----- Data supplied

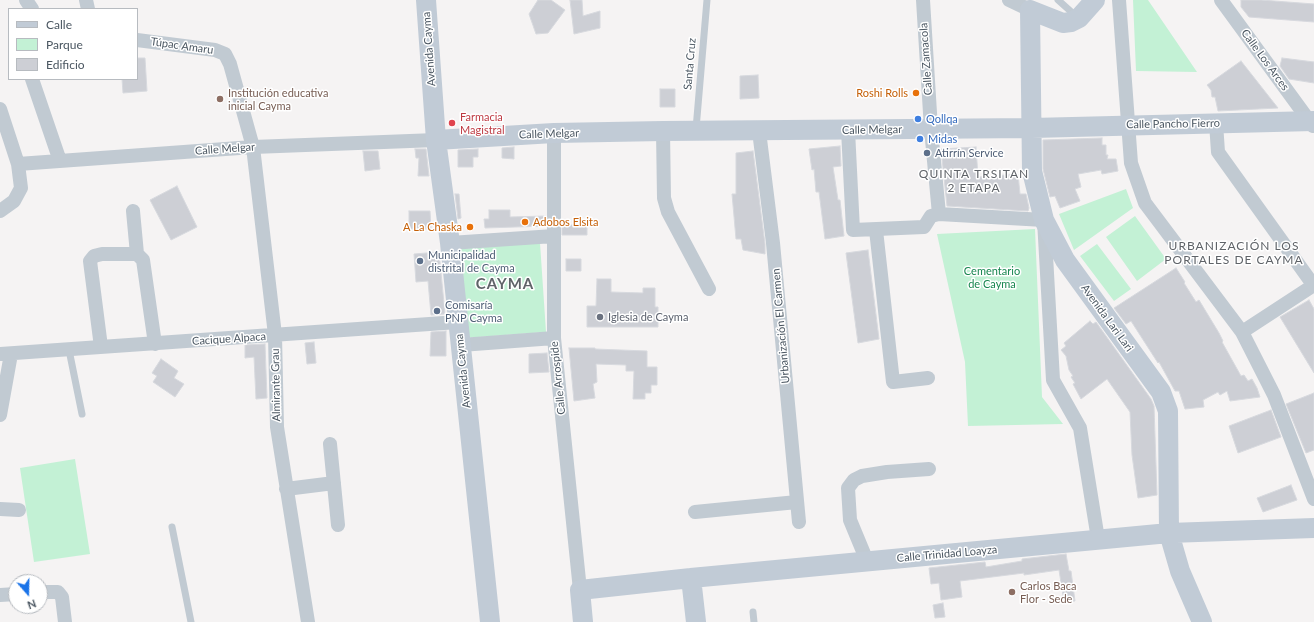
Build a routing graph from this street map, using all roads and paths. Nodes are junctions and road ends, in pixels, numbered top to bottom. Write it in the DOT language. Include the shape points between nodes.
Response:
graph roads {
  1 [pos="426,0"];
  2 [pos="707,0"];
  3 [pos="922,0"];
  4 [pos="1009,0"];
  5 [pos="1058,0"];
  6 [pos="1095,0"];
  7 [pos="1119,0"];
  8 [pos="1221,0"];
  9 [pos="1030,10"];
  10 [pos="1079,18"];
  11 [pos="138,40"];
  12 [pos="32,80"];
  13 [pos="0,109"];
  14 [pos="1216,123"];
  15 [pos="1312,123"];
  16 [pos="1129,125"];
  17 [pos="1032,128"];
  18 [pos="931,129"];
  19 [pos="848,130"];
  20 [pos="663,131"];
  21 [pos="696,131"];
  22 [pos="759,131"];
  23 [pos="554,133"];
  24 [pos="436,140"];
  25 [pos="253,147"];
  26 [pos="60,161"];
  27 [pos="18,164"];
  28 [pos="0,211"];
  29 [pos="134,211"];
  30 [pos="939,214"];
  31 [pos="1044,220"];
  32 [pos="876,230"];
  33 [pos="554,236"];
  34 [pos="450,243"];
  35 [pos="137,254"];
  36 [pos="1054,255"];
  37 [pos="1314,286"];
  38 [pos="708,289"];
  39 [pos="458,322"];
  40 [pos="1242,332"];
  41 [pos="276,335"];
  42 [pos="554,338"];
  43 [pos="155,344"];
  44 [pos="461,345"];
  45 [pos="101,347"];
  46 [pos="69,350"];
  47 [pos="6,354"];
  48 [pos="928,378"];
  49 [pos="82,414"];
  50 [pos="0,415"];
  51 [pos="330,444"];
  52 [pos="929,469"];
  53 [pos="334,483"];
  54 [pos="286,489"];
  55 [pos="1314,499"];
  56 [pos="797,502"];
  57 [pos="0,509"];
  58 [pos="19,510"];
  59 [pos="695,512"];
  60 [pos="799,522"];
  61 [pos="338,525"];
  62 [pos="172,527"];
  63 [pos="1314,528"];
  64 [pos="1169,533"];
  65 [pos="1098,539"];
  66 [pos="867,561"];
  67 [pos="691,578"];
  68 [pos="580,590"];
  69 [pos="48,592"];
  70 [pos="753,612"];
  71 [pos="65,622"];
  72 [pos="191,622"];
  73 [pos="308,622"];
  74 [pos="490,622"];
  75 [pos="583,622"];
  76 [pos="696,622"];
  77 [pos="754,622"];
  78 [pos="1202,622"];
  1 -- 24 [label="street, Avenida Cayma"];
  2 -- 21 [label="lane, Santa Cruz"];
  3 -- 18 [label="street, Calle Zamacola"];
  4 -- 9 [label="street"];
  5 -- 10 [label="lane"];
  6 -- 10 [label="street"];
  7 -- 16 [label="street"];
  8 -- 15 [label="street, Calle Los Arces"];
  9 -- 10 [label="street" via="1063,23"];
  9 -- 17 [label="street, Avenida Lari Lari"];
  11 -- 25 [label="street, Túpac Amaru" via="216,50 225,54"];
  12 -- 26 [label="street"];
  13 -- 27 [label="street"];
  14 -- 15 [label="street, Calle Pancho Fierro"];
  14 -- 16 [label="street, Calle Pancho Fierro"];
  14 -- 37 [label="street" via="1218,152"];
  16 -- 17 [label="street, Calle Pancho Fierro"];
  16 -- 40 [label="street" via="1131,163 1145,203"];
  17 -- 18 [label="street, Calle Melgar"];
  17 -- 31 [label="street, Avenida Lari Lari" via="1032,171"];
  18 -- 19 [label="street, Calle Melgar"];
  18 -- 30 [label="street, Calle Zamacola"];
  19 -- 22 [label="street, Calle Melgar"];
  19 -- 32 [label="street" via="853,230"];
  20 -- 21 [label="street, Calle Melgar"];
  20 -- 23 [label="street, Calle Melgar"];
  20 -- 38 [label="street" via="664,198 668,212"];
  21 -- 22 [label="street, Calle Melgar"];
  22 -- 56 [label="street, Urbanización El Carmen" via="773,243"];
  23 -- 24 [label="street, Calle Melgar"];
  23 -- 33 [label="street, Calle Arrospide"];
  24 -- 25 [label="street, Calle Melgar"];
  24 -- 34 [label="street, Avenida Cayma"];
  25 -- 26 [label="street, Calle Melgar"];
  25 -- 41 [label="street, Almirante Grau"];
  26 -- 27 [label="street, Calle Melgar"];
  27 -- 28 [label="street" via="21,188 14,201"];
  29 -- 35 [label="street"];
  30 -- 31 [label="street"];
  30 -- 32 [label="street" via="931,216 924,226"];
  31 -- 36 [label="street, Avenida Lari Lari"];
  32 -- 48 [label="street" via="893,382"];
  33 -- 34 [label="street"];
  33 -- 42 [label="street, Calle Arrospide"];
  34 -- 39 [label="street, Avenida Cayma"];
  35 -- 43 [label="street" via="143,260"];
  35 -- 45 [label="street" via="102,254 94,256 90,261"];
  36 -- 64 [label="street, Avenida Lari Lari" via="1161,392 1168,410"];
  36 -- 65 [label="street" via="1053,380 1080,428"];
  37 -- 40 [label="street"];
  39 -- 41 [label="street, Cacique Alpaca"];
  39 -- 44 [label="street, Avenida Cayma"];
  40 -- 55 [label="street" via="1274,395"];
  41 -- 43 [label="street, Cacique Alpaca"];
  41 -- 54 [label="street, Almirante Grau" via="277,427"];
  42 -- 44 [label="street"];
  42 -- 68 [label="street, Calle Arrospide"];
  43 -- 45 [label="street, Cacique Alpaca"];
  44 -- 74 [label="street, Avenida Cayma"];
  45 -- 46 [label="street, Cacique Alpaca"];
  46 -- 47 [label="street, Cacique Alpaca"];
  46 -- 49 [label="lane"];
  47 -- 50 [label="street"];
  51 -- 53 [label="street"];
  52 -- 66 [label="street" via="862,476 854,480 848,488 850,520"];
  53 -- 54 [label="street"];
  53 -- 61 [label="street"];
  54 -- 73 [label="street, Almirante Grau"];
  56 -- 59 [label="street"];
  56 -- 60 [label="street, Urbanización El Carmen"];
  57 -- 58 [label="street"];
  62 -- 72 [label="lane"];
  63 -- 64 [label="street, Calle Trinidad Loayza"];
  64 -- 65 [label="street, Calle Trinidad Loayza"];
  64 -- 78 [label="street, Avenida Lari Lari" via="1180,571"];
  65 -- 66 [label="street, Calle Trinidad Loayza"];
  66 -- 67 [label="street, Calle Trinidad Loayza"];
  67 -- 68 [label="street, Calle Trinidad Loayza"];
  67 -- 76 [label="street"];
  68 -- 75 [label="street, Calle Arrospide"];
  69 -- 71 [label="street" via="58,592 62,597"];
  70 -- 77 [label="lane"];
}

----------
----- Data supplied

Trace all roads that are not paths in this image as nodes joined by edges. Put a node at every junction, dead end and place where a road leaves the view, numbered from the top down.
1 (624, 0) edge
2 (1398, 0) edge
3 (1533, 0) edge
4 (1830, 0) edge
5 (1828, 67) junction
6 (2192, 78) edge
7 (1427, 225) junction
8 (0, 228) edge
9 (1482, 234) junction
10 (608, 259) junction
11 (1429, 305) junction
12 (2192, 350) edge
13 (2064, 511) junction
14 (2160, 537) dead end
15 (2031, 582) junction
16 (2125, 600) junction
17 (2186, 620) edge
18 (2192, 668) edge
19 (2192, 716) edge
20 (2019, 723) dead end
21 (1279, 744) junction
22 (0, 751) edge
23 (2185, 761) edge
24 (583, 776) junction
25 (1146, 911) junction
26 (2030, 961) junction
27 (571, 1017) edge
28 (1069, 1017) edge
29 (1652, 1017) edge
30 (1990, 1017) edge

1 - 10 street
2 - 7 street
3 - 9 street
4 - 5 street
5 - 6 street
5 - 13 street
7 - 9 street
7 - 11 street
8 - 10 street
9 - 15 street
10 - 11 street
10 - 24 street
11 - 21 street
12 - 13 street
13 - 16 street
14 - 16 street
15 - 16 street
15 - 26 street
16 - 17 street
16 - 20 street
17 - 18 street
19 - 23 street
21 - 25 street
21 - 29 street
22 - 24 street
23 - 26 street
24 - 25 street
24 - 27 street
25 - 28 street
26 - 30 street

----------
----- Data supplied

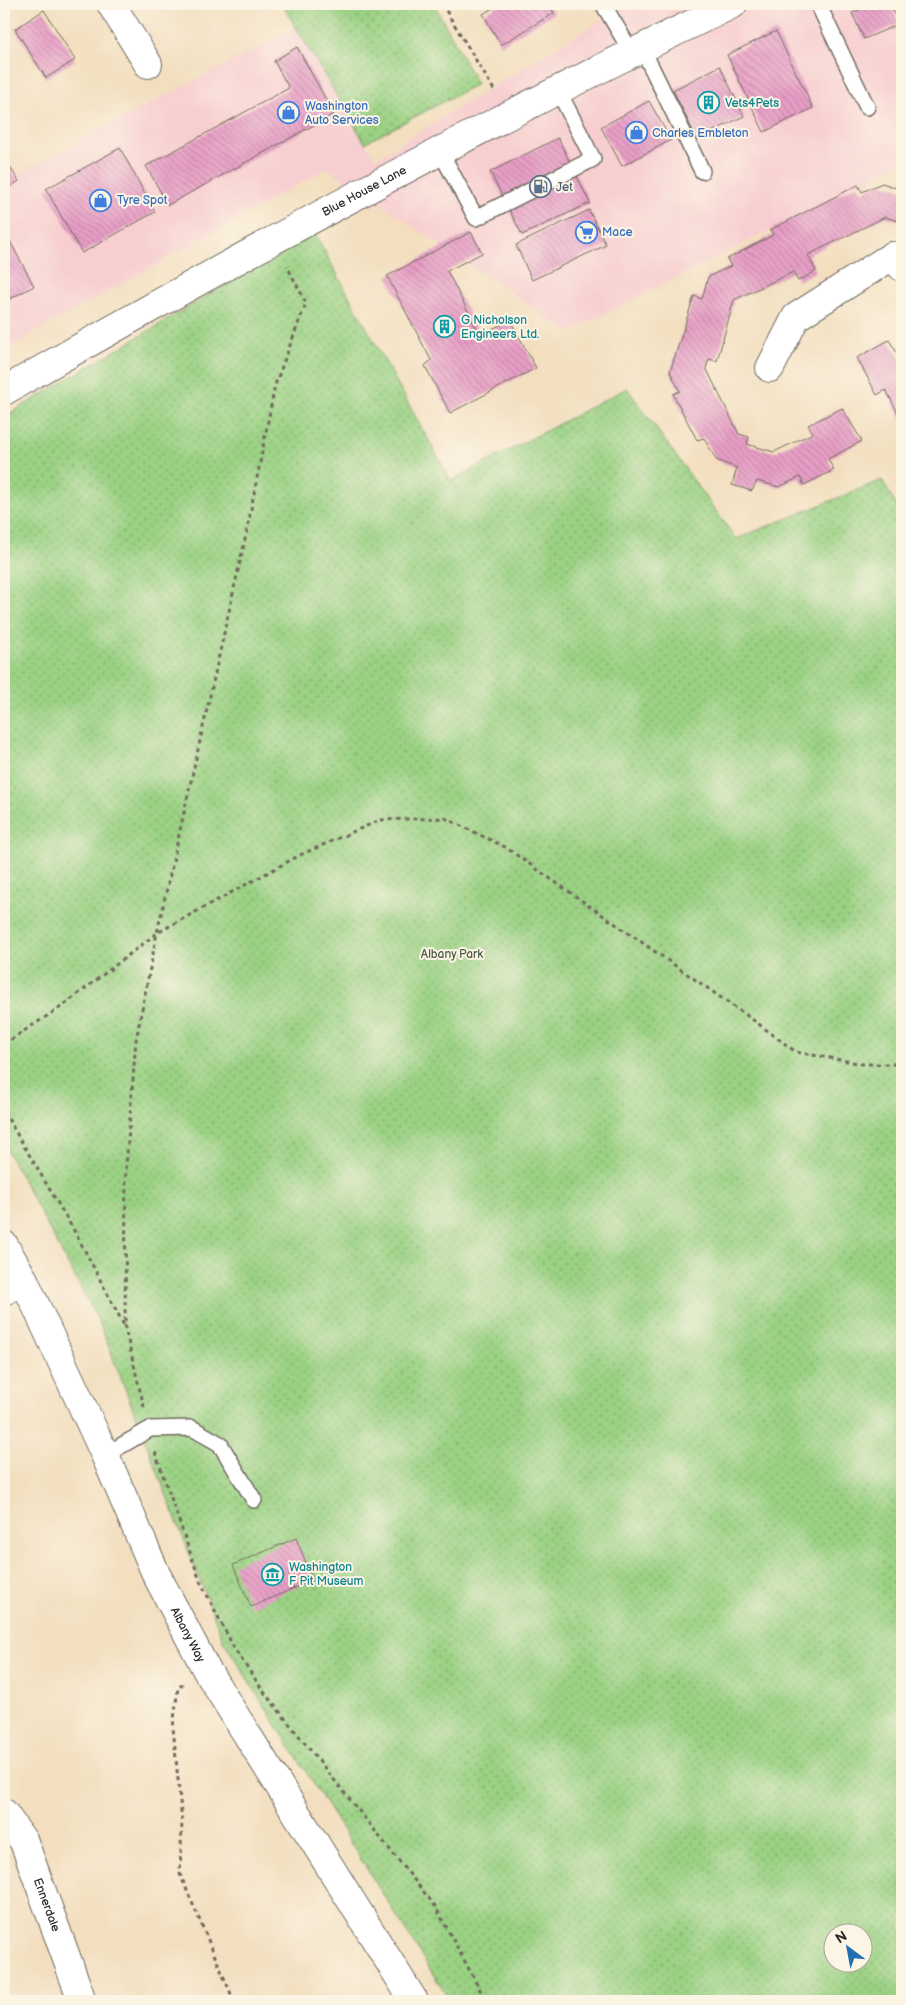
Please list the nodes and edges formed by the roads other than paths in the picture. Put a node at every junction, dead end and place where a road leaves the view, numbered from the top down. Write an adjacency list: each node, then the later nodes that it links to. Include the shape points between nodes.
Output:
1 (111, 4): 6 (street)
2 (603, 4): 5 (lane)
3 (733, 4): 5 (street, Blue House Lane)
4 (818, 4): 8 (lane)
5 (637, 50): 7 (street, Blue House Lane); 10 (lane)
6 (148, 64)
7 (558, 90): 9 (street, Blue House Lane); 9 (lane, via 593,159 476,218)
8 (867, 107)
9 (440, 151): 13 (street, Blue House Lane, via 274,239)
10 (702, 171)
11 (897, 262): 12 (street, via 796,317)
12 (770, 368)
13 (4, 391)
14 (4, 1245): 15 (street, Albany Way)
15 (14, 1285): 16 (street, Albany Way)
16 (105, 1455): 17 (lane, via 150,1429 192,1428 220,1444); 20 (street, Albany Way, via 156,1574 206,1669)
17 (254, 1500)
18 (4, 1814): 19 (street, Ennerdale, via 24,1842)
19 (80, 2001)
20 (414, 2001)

----------

→ **Task to complete**: Copy out each line of the material in which the word "shape" turns up.

→ **Output for this exercise**:
Build a routing graph from this street map, using all roads and paths. Nodes are junctions and road ends, in pixels, numbered top to bottom. Write it in the DOT language. Include the shape points between nodes.
Please list the nodes and edges formed by the roads other than paths in the picture. Put a node at every junction, dead end and place where a road leaves the view, numbered from the top down. Write an adjacency list: each node, then the later nodes that it links to. Include the shape points between nodes.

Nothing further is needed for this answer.